Key Parliamentary Committees Approve AI Act
The AI Act received approval from key parliamentary committees in the European Parliament on 11 May, advancing towards plenary adoption in mid-June. The legislation aims to regulate Artificial Intelligence based on its potential to cause harm. The Civil Liberties and Internal Market committees adopted the text with a large majority.
Plenary Adoption and Trilogue Negotiations
Plenary adoption is tentatively scheduled for 14 June, after which the proposal will enter the final stage of the legislative process, initiating negotiations with the EU Council and Commission, known as trilogues.
Global Significance of the AI Act
Brando Benifei, a co-rapporteur for the legislation, highlighted its significance for the digital landscape globally, not just in Europe.
Definition of Artificial Intelligence
The AI Act’s definition of Artificial Intelligence was aligned with that of the Organisation for Economic Cooperation and Development (OECD), which is considering revising its definition. EU lawmakers adjusted the wording to reflect this potential change.

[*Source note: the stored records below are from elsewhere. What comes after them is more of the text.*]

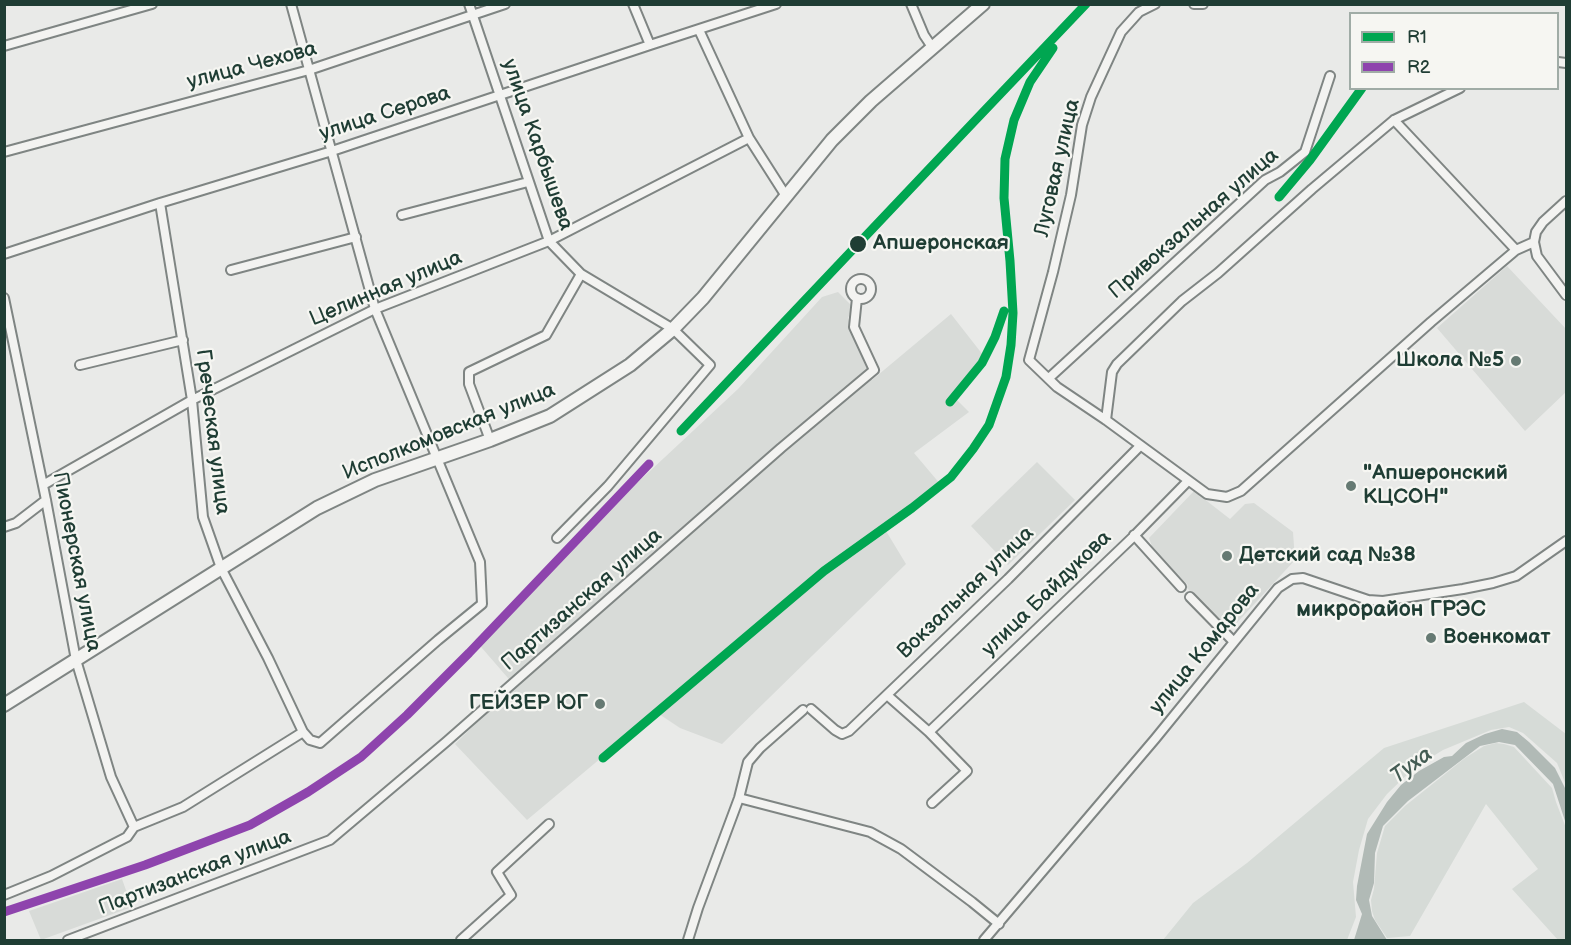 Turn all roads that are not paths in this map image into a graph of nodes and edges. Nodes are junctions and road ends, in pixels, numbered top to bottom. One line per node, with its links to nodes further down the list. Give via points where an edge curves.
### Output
1 (152, 4): 15 (street)
2 (291, 4): 17 (street)
3 (469, 4): 12 (street, улица Карбышева)
4 (505, 4): 12 (street, улица Чехова)
5 (633, 4): 14 (street)
6 (776, 4): 13 (street, улица Серова)
7 (911, 4): 16 (street)
8 (983, 4): 16 (main road, Исполкомовская улица)
9 (1155, 4): 44 (street, Луговая улица, via 1139,12 1121,32 1082,125 1071,195 1029,360)
10 (1194, 4): 11 (street)
11 (1203, 4)
12 (473, 16): 17 (street, улица Чехова); 20 (street, улица Карбышева)
13 (699, 30): 14 (street, улица Серова); 22 (street)
14 (650, 45): 20 (street, улица Серова)
15 (4, 46)
16 (932, 47): 26 (main road, Исполкомовская улица, via 840,132)
17 (309, 70): 23 (street); 24 (street, улица Чехова)
18 (1330, 76): 44 (street, Привокзальная улица, via 1305,152 1265,180)
19 (1456, 90): 21 (street)
20 (499, 95): 23 (street, улица Серова); 25 (street, улица Карбышева)
21 (1394, 120): 33 (street); 46 (street, via 1182,301 1117,364 1112,372)
22 (750, 138): 26 (street); 31 (street, Целинная улица)
23 (332, 151): 28 (street, улица Серова); 30 (street)
24 (4, 152)
25 (528, 182): 29 (street); 31 (street, улица Карбышева)
26 (786, 196): 41 (main road, Исполкомовская улица)
27 (1566, 201): 32 (street, via 1543,222)
28 (160, 203): 34 (street, улица Серова); 42 (street, Греческая улица)
29 (402, 215)
30 (356, 237): 35 (street); 40 (street)
31 (549, 241): 36 (street, улица Карбышева); 40 (street, Целинная улица)
32 (1534, 242): 33 (street); 37 (street, via 1537,256)
33 (1516, 250): 50 (street, via 1241,491 1227,497 1207,494)
34 (4, 254)
35 (231, 270)
36 (580, 274): 41 (street, улица Карбышева); 47 (street, via 546,335 470,372 470,384)
37 (1566, 295)
38 (4, 297): 51 (street, Пионерская улица)
39 (857, 298): 72 (street, Партизанская улица, via 854,327 874,370 330,840)
40 (375, 309): 45 (street, Целинная улица); 49 (street)
41 (673, 329): 47 (main road, Исполкомовская улица, via 630,365 550,416); 55 (street, улица Карбышева, via 710,365 608,486)
42 (183, 340): 43 (street); 45 (street, Греческая улица)
43 (80, 365)
44 (1049, 378): 46 (street)
45 (192, 400): 51 (street, Целинная улица); 57 (street, Греческая улица, via 203,517)
46 (1106, 420): 48 (street)
47 (490, 440): 49 (main road, Исполкомовская улица)
48 (1140, 446): 50 (street); 62 (street, Вокзальная улица)
49 (438, 459): 57 (main road, Исполкомовская улица, via 375,480 317,508); 64 (street, via 480,562 482,604 320,743)
50 (1188, 481): 54 (street, улица Байдукова)
51 (43, 484): 52 (street, Пионерская улица)
52 (46, 500): 53 (street, via 16,523); 61 (street, Пионерская улица)
53 (4, 527)
54 (1134, 535): 58 (street); 65 (street, улица Байдукова)
55 (556, 537)
56 (1566, 541): 60 (street, улица Комарова, via 1516,576 1383,601 1368,600 1303,578 1292,579 1278,588)
57 (221, 568): 61 (main road, Исполкомовская улица); 64 (street, Греческая улица)
58 (1181, 587)
59 (1190, 597): 60 (street)
60 (1234, 642): 71 (street, улица Комарова)
61 (76, 660): 63 (main road, Исполкомовская улица); 69 (street, Пионерская улица, via 111,777)
62 (888, 695): 65 (street); 66 (street, Вокзальная улица, via 842,734 807,710 759,748 748,762)
63 (4, 705)
64 (303, 732): 69 (street, via 183,807)
65 (929, 732): 67 (street, via 967,771)
66 (739, 798): 71 (street, via 870,832 901,849); 74 (street, Вокзальная улица)
67 (932, 803)
68 (549, 824): 73 (street, via 497,872 510,895)
69 (134, 827): 70 (street, via 127,837)
70 (4, 895)
71 (999, 924): 75 (street, улица Комарова)
72 (68, 940)
73 (460, 940)
74 (688, 940)
75 (984, 940) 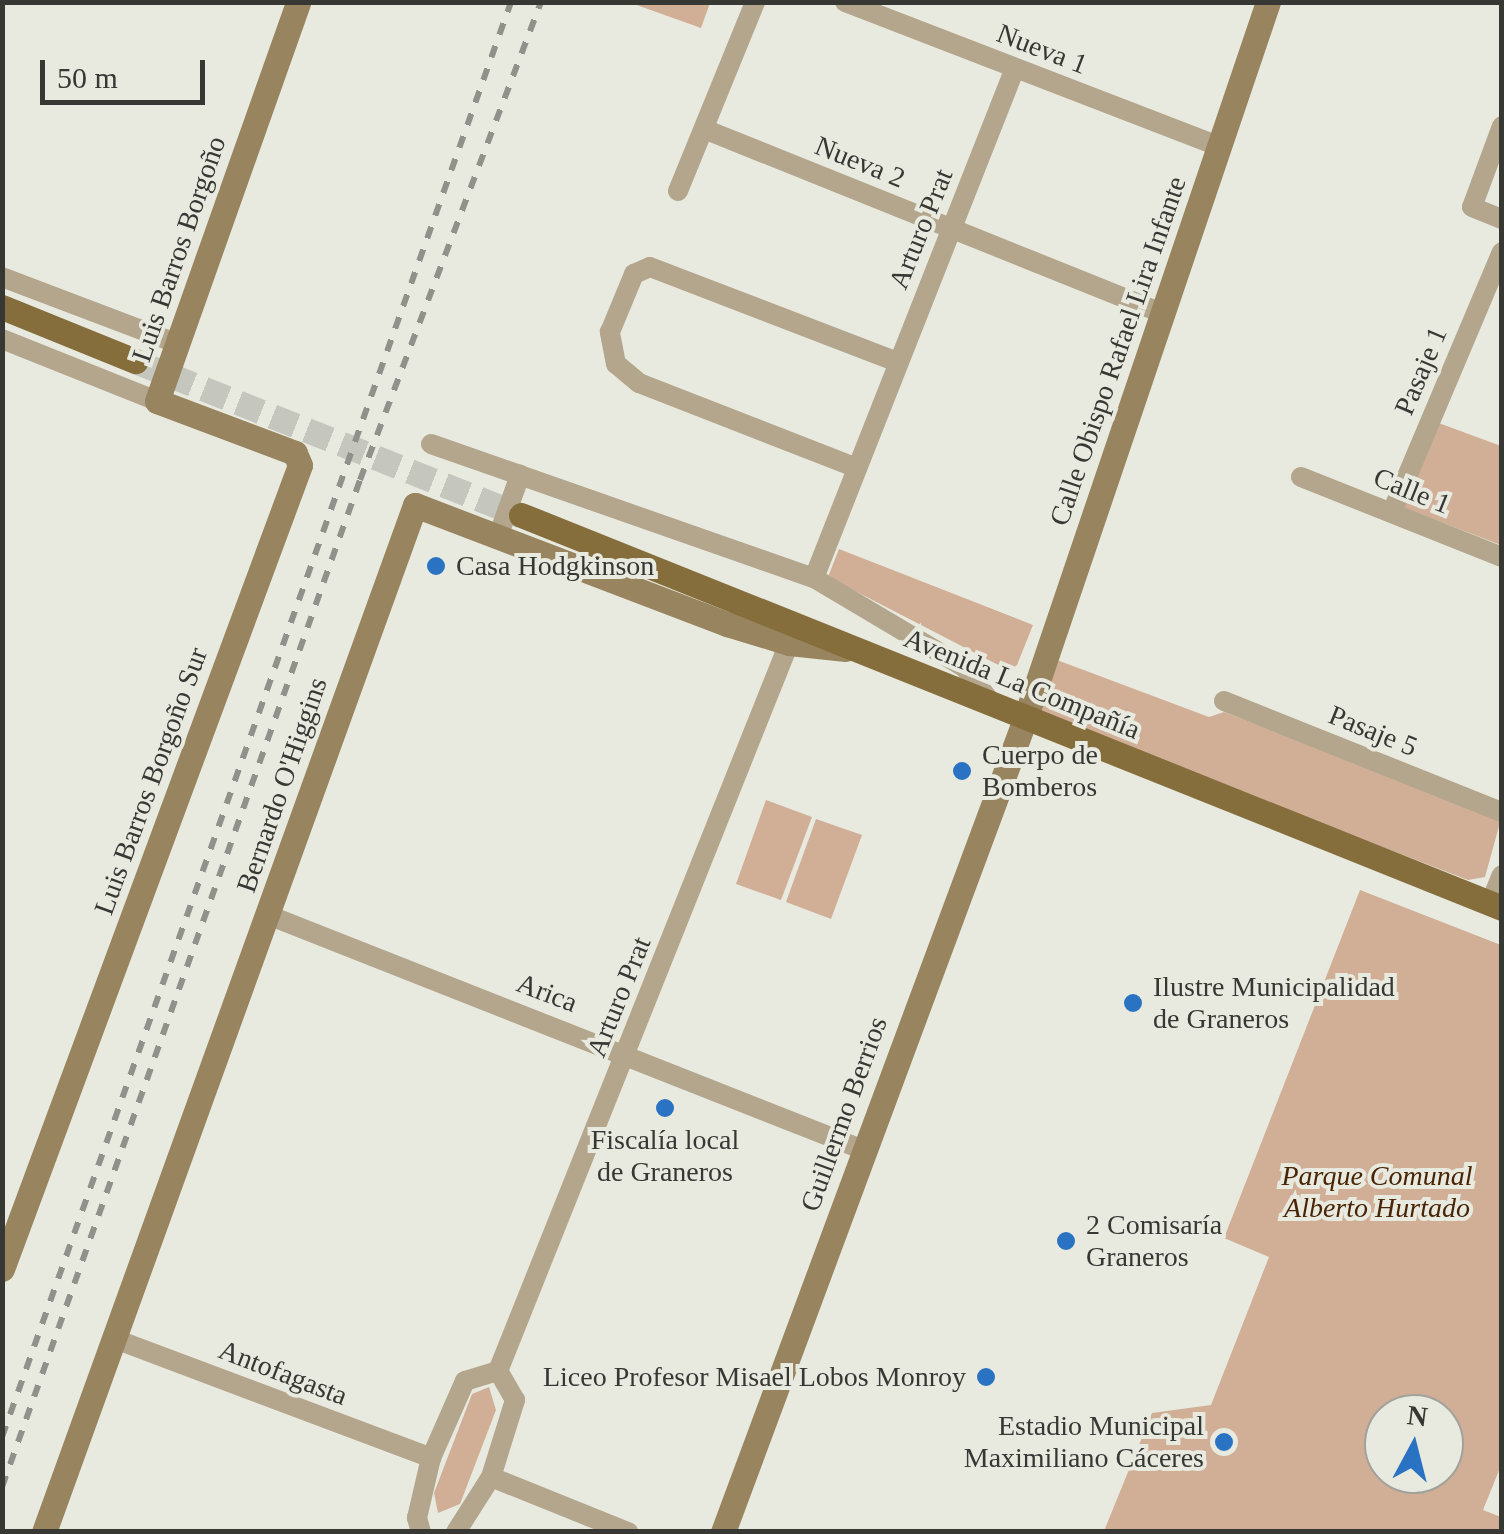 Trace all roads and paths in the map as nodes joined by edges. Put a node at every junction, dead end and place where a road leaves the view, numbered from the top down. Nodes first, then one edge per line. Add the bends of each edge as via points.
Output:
1 (298, 2) edge
2 (755, 2) edge
3 (845, 2) edge
4 (1265, 3) edge
5 (1015, 68) junction
6 (1502, 126) edge
7 (704, 129) junction
8 (1219, 146) junction
9 (678, 192) dead end
10 (1502, 219) edge
11 (951, 229) junction
12 (1502, 252) edge
13 (2, 278) edge
14 (2, 308) edge
15 (1162, 313) junction
16 (2, 339) edge
17 (178, 344) junction
18 (135, 361) tunnel mouth
19 (898, 362) junction
20 (157, 402) junction
21 (431, 444) dead end
22 (857, 468) junction
23 (520, 475) junction
24 (1301, 477) dead end
25 (1392, 512) junction
26 (520, 515) tunnel mouth
27 (499, 534) junction
28 (1502, 556) edge
29 (814, 578) junction
30 (789, 643) junction
31 (862, 651) junction
32 (1224, 702) dead end
33 (994, 707) junction
34 (1025, 719) junction
35 (1502, 812) edge
36 (1502, 875) edge
37 (1496, 906) edge
38 (268, 915) junction
39 (626, 1053) junction
40 (861, 1149) junction
41 (2, 1269) edge
42 (115, 1339) junction
43 (498, 1371) junction
44 (431, 1458) junction
45 (491, 1477) junction
46 (44, 1532) edge
47 (421, 1532) edge
48 (456, 1532) edge
49 (628, 1532) edge
50 (724, 1532) edge

1 - 17 street, Luis Barros Borgoño
2 - 7 street
3 - 5 street, Nueva 1
4 - 8 street, Calle Obispo Rafael Lira Infante
5 - 8 street, Nueva 1
5 - 11 street, Arturo Prat
6 - 10 street via 1472,207
7 - 9 street
7 - 11 street, Nueva 2
8 - 15 street, Calle Obispo Rafael Lira Infante
11 - 15 street, Nueva 2
11 - 19 street, Arturo Prat
12 - 25 street, Pasaje 1
13 - 17 street
14 - 18 main road
15 - 34 street, Calle Obispo Rafael Lira Infante
16 - 20 street
17 - 20 street, Luis Barros Borgoño
19 - 22 street, Arturo Prat
19 - 22 street via 650,268 634,274 610,332 616,364 639,382
20 - 41 street, Luis Barros Borgoño Sur via 294,453 300,465
21 - 23 street
22 - 29 street, Arturo Prat
23 - 27 street
23 - 29 street
24 - 25 street, Calle 1
25 - 28 street, Calle 1
26 - 31 main road, Avenida La Compañía
27 - 30 street, Bernardo O'Higgins
27 - 38 street, Bernardo O'Higgins via 423,504 410,511
29 - 33 street via 964,667
30 - 31 street, Bernardo O'Higgins
30 - 39 street, Arturo Prat
31 - 33 main road, Avenida La Compañía
32 - 35 street, Pasaje 5
33 - 34 main road, Avenida La Compañía
34 - 37 main road, Avenida La Compañía
34 - 40 street, Guillermo Berrios
36 - 37 street
38 - 39 street, Arica
38 - 42 street, Bernardo O'Higgins
39 - 40 street, Arica
39 - 43 street, Arturo Prat
40 - 50 street, Guillermo Berrios
42 - 44 street, Antofagasta
42 - 46 street, Bernardo O'Higgins
43 - 44 street via 465,1380
43 - 45 street via 514,1400
44 - 47 street via 416,1518
45 - 48 street
45 - 49 street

Banned AI Applications and High-Risk Practices
The legislation bans certain AI applications considered high-risk, such as manipulative techniques and social scoring. The list of prohibited practices was extended to include biometric categorisation, predictive policing, and scraping facial images for database creation. Emotion recognition software is prohibited in law enforcement, border management, and educational and workplace settings.
Biometric Identification Systems Debate
Biometric identification systems were a contentious point, with a majority in Parliament supporting a complete ban despite opposition from the conservative European People’s Party.
Inclusion of General Purpose AI Systems
The AI Act now addresses General Purpose AI (GPAI) systems, which were not included in its original scope. The legislation establishes a tiered approach, with obligations mostly falling on economic operators that integrate these systems into high-risk applications. GPAI providers must support compliance by supplying relevant information and documentation on the AI model.
Requirements for Foundation Models and Generative AI
More stringent requirements are proposed for foundation models, which are powerful general-purpose AI systems that can power other AI applications. Obligations include risk management, data governance, and independent vetting of the foundation model’s robustness. Generative AI models, such as ChatGPT, must disclose when a text is AI-generated and provide a summary of the training data subject to copyright law.
Stricter Regime for High-Risk AI Applications
The AI Act introduces a stricter regime for high-risk AI applications, amending Annex III to provide more precise wording in areas such as critical infrastructure, education, employment, and access to essential services. The fields of law enforcement, migration control, and administration of justice were expanded, and the recommender systems of social media platforms were included.
Obligations for High-Risk AI Providers and Users
High-risk AI providers now face more prescriptive obligations in risk management, data governance, technical documentation, and record keeping. Users of high-risk AI solutions must conduct a fundamental rights impact assessment considering potential negative impacts on marginalised groups and the environment.
Centralisation in Enforcement Architecture
Lawmakers agreed on the need for centralisation in the enforcement architecture, especially for cross-border cases. Co-rapporteur Dragoș Tudorache proposed establishing an AI Office, which would have a supporting role, providing guidance and coordinating joint investigations. The European Commission was tasked with resolving disputes among national authorities on dangerous AI systems.